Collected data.

↓

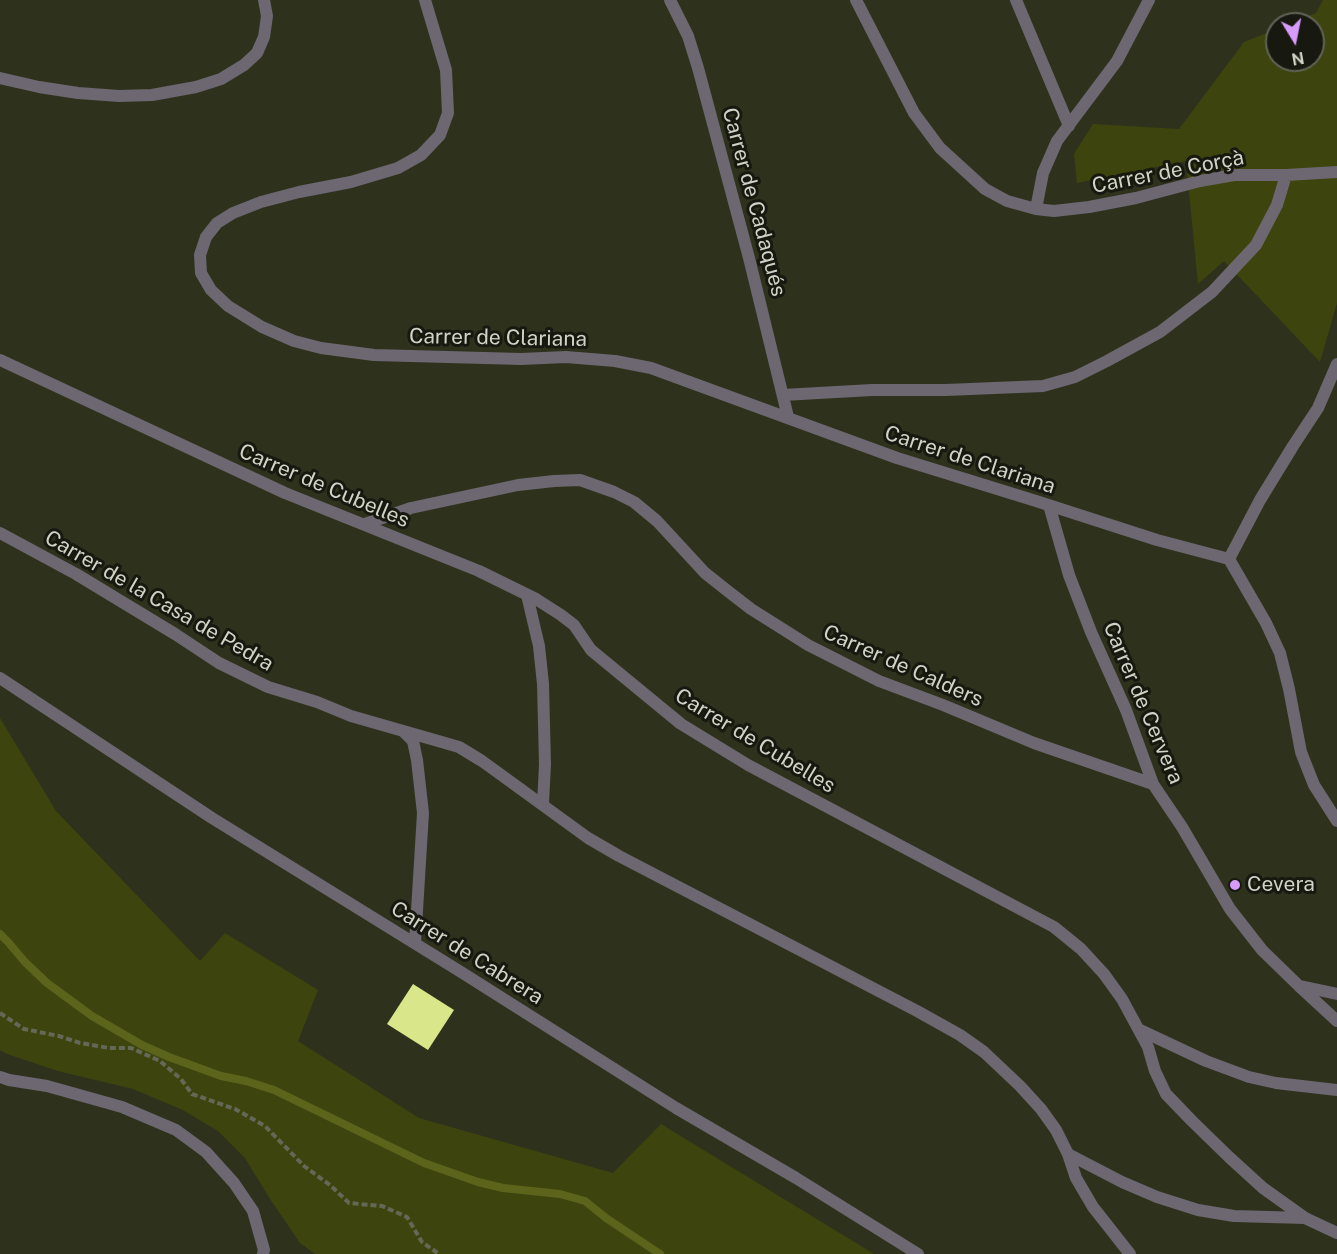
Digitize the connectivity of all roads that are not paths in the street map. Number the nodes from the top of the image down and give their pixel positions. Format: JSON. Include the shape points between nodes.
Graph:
{"nodes":[{"id":1,"x":264,"y":0,"type":"edge"},
{"id":2,"x":425,"y":0,"type":"edge"},
{"id":3,"x":670,"y":0,"type":"edge"},
{"id":4,"x":856,"y":0,"type":"edge"},
{"id":5,"x":1016,"y":0,"type":"edge"},
{"id":6,"x":1149,"y":0,"type":"edge"},
{"id":7,"x":0,"y":78,"type":"edge"},
{"id":8,"x":1069,"y":126,"type":"junction"},
{"id":9,"x":1337,"y":172,"type":"edge"},
{"id":10,"x":1286,"y":175,"type":"junction"},
{"id":11,"x":1036,"y":209,"type":"junction"},
{"id":12,"x":0,"y":360,"type":"edge"},
{"id":13,"x":1337,"y":364,"type":"edge"},
{"id":14,"x":783,"y":395,"type":"junction"},
{"id":15,"x":788,"y":417,"type":"junction"},
{"id":16,"x":1049,"y":505,"type":"junction"},
{"id":17,"x":365,"y":524,"type":"junction"},
{"id":18,"x":0,"y":533,"type":"edge"},
{"id":19,"x":1229,"y":559,"type":"junction"},
{"id":20,"x":527,"y":595,"type":"junction"},
{"id":21,"x":0,"y":678,"type":"edge"},
{"id":22,"x":403,"y":731,"type":"junction"},
{"id":23,"x":1153,"y":784,"type":"junction"},
{"id":24,"x":543,"y":804,"type":"junction"},
{"id":25,"x":1337,"y":821,"type":"edge"},
{"id":26,"x":415,"y":944,"type":"junction"},
{"id":27,"x":1299,"y":986,"type":"junction"},
{"id":28,"x":1337,"y":994,"type":"edge"},
{"id":29,"x":1337,"y":1021,"type":"edge"},
{"id":30,"x":1140,"y":1030,"type":"junction"},
{"id":31,"x":0,"y":1077,"type":"edge"},
{"id":32,"x":1337,"y":1090,"type":"edge"},
{"id":33,"x":1068,"y":1154,"type":"junction"},
{"id":34,"x":1305,"y":1218,"type":"junction"},
{"id":35,"x":1337,"y":1233,"type":"edge"},
{"id":36,"x":263,"y":1254,"type":"edge"},
{"id":37,"x":918,"y":1254,"type":"edge"},
{"id":38,"x":1130,"y":1254,"type":"edge"}],
"edges":[{"from":1,"to":7,"type":"street","via":[[264,37],[256,52],[221,79],[196,87],[119,96],[78,93]]},
{"from":2,"to":15,"type":"street","name":"Carrer de Clariana","via":[[446,70],[448,113],[440,135],[421,155],[398,168],[261,202],[217,223],[206,237],[200,255],[201,273],[211,290],[262,327],[321,348],[374,355],[615,361],[651,368]]},
{"from":3,"to":14,"type":"street","name":"Carrer de Cadaqués","via":[[698,68]]},
{"from":4,"to":11,"type":"street","name":"Carrer de Corçà","via":[[914,112],[940,148],[985,189],[1006,201]]},
{"from":5,"to":8,"type":"street"},
{"from":6,"to":8,"type":"street","via":[[1116,61]]},
{"from":8,"to":11,"type":"street","via":[[1057,141],[1043,173]]},
{"from":9,"to":10,"type":"street","name":"Carrer de Corçà"},
{"from":10,"to":11,"type":"street","name":"Carrer de Corçà","via":[[1234,175],[1089,207]]},
{"from":10,"to":14,"type":"street","via":[[1277,206],[1256,245],[1212,292],[1160,332],[1075,376],[1043,386]]},
{"from":12,"to":17,"type":"street","name":"Carrer de Cubelles","via":[[285,493]]},
{"from":13,"to":19,"type":"street","via":[[1318,408],[1260,500]]},
{"from":14,"to":15,"type":"street","name":"Carrer de Cadaqués"},
{"from":15,"to":16,"type":"street","name":"Carrer de Clariana","via":[[897,458]]},
{"from":16,"to":19,"type":"street","name":"Carrer de Clariana"},
{"from":16,"to":23,"type":"street","name":"Carrer de Cervera","via":[[1069,575]]},
{"from":17,"to":20,"type":"street","name":"Carrer de Cubelles"},
{"from":17,"to":23,"type":"street","name":"Carrer de Calders","via":[[411,508],[518,485],[580,480],[634,502],[705,573],[751,609],[808,645],[879,681],[1034,743]]},
{"from":18,"to":22,"type":"street","name":"Carrer de la Casa de Pedra","via":[[76,574],[219,663],[268,687]]},
{"from":19,"to":25,"type":"street","via":[[1280,653],[1301,752],[1314,785]]},
{"from":20,"to":24,"type":"street","via":[[543,684]]},
{"from":20,"to":30,"type":"street","name":"Carrer de Cubelles","via":[[574,625],[591,650],[681,724],[767,776],[1054,927],[1104,974]]},
{"from":21,"to":26,"type":"street","name":"Carrer de Cabrera","via":[[212,818]]},
{"from":22,"to":24,"type":"street","via":[[459,747]]},
{"from":22,"to":26,"type":"street","via":[[412,741],[417,760],[423,813]]},
{"from":23,"to":27,"type":"street","name":"Carrer de Cervera","via":[[1230,909],[1262,950]]},
{"from":24,"to":33,"type":"street","via":[[619,856],[960,1035],[984,1052],[1034,1101]]},
{"from":26,"to":37,"type":"street","name":"Carrer de Cabrera"},
{"from":27,"to":28,"type":"street"},
{"from":27,"to":29,"type":"street","name":"Carrer de Cervera"},
{"from":30,"to":32,"type":"street","via":[[1249,1077]]},
{"from":30,"to":34,"type":"street","name":"Carrer de Cubelles","via":[[1166,1094],[1263,1188]]},
{"from":31,"to":36,"type":"street","via":[[122,1107],[176,1130],[206,1152],[234,1183],[253,1211]]},
{"from":33,"to":34,"type":"street","via":[[1122,1182],[1198,1210],[1234,1216]]},
{"from":33,"to":38,"type":"street","via":[[1076,1178],[1093,1207]]},
{"from":34,"to":35,"type":"street"}]}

↑

WORK ITEM.
The entries above need to be printed again exactly; please exclude all pictures.

SOLUTION TO THIS TASK.
Digitize the connectivity of all roads that are not paths in the street map. Number the nodes from the top of the image down and give their pixel positions. Format: JSON. Include the shape points between nodes.
Graph:
{"nodes":[{"id":1,"x":264,"y":0,"type":"edge"},
{"id":2,"x":425,"y":0,"type":"edge"},
{"id":3,"x":670,"y":0,"type":"edge"},
{"id":4,"x":856,"y":0,"type":"edge"},
{"id":5,"x":1016,"y":0,"type":"edge"},
{"id":6,"x":1149,"y":0,"type":"edge"},
{"id":7,"x":0,"y":78,"type":"edge"},
{"id":8,"x":1069,"y":126,"type":"junction"},
{"id":9,"x":1337,"y":172,"type":"edge"},
{"id":10,"x":1286,"y":175,"type":"junction"},
{"id":11,"x":1036,"y":209,"type":"junction"},
{"id":12,"x":0,"y":360,"type":"edge"},
{"id":13,"x":1337,"y":364,"type":"edge"},
{"id":14,"x":783,"y":395,"type":"junction"},
{"id":15,"x":788,"y":417,"type":"junction"},
{"id":16,"x":1049,"y":505,"type":"junction"},
{"id":17,"x":365,"y":524,"type":"junction"},
{"id":18,"x":0,"y":533,"type":"edge"},
{"id":19,"x":1229,"y":559,"type":"junction"},
{"id":20,"x":527,"y":595,"type":"junction"},
{"id":21,"x":0,"y":678,"type":"edge"},
{"id":22,"x":403,"y":731,"type":"junction"},
{"id":23,"x":1153,"y":784,"type":"junction"},
{"id":24,"x":543,"y":804,"type":"junction"},
{"id":25,"x":1337,"y":821,"type":"edge"},
{"id":26,"x":415,"y":944,"type":"junction"},
{"id":27,"x":1299,"y":986,"type":"junction"},
{"id":28,"x":1337,"y":994,"type":"edge"},
{"id":29,"x":1337,"y":1021,"type":"edge"},
{"id":30,"x":1140,"y":1030,"type":"junction"},
{"id":31,"x":0,"y":1077,"type":"edge"},
{"id":32,"x":1337,"y":1090,"type":"edge"},
{"id":33,"x":1068,"y":1154,"type":"junction"},
{"id":34,"x":1305,"y":1218,"type":"junction"},
{"id":35,"x":1337,"y":1233,"type":"edge"},
{"id":36,"x":263,"y":1254,"type":"edge"},
{"id":37,"x":918,"y":1254,"type":"edge"},
{"id":38,"x":1130,"y":1254,"type":"edge"}],
"edges":[{"from":1,"to":7,"type":"street","via":[[264,37],[256,52],[221,79],[196,87],[119,96],[78,93]]},
{"from":2,"to":15,"type":"street","name":"Carrer de Clariana","via":[[446,70],[448,113],[440,135],[421,155],[398,168],[261,202],[217,223],[206,237],[200,255],[201,273],[211,290],[262,327],[321,348],[374,355],[615,361],[651,368]]},
{"from":3,"to":14,"type":"street","name":"Carrer de Cadaqués","via":[[698,68]]},
{"from":4,"to":11,"type":"street","name":"Carrer de Corçà","via":[[914,112],[940,148],[985,189],[1006,201]]},
{"from":5,"to":8,"type":"street"},
{"from":6,"to":8,"type":"street","via":[[1116,61]]},
{"from":8,"to":11,"type":"street","via":[[1057,141],[1043,173]]},
{"from":9,"to":10,"type":"street","name":"Carrer de Corçà"},
{"from":10,"to":11,"type":"street","name":"Carrer de Corçà","via":[[1234,175],[1089,207]]},
{"from":10,"to":14,"type":"street","via":[[1277,206],[1256,245],[1212,292],[1160,332],[1075,376],[1043,386]]},
{"from":12,"to":17,"type":"street","name":"Carrer de Cubelles","via":[[285,493]]},
{"from":13,"to":19,"type":"street","via":[[1318,408],[1260,500]]},
{"from":14,"to":15,"type":"street","name":"Carrer de Cadaqués"},
{"from":15,"to":16,"type":"street","name":"Carrer de Clariana","via":[[897,458]]},
{"from":16,"to":19,"type":"street","name":"Carrer de Clariana"},
{"from":16,"to":23,"type":"street","name":"Carrer de Cervera","via":[[1069,575]]},
{"from":17,"to":20,"type":"street","name":"Carrer de Cubelles"},
{"from":17,"to":23,"type":"street","name":"Carrer de Calders","via":[[411,508],[518,485],[580,480],[634,502],[705,573],[751,609],[808,645],[879,681],[1034,743]]},
{"from":18,"to":22,"type":"street","name":"Carrer de la Casa de Pedra","via":[[76,574],[219,663],[268,687]]},
{"from":19,"to":25,"type":"street","via":[[1280,653],[1301,752],[1314,785]]},
{"from":20,"to":24,"type":"street","via":[[543,684]]},
{"from":20,"to":30,"type":"street","name":"Carrer de Cubelles","via":[[574,625],[591,650],[681,724],[767,776],[1054,927],[1104,974]]},
{"from":21,"to":26,"type":"street","name":"Carrer de Cabrera","via":[[212,818]]},
{"from":22,"to":24,"type":"street","via":[[459,747]]},
{"from":22,"to":26,"type":"street","via":[[412,741],[417,760],[423,813]]},
{"from":23,"to":27,"type":"street","name":"Carrer de Cervera","via":[[1230,909],[1262,950]]},
{"from":24,"to":33,"type":"street","via":[[619,856],[960,1035],[984,1052],[1034,1101]]},
{"from":26,"to":37,"type":"street","name":"Carrer de Cabrera"},
{"from":27,"to":28,"type":"street"},
{"from":27,"to":29,"type":"street","name":"Carrer de Cervera"},
{"from":30,"to":32,"type":"street","via":[[1249,1077]]},
{"from":30,"to":34,"type":"street","name":"Carrer de Cubelles","via":[[1166,1094],[1263,1188]]},
{"from":31,"to":36,"type":"street","via":[[122,1107],[176,1130],[206,1152],[234,1183],[253,1211]]},
{"from":33,"to":34,"type":"street","via":[[1122,1182],[1198,1210],[1234,1216]]},
{"from":33,"to":38,"type":"street","via":[[1076,1178],[1093,1207]]},
{"from":34,"to":35,"type":"street"}]}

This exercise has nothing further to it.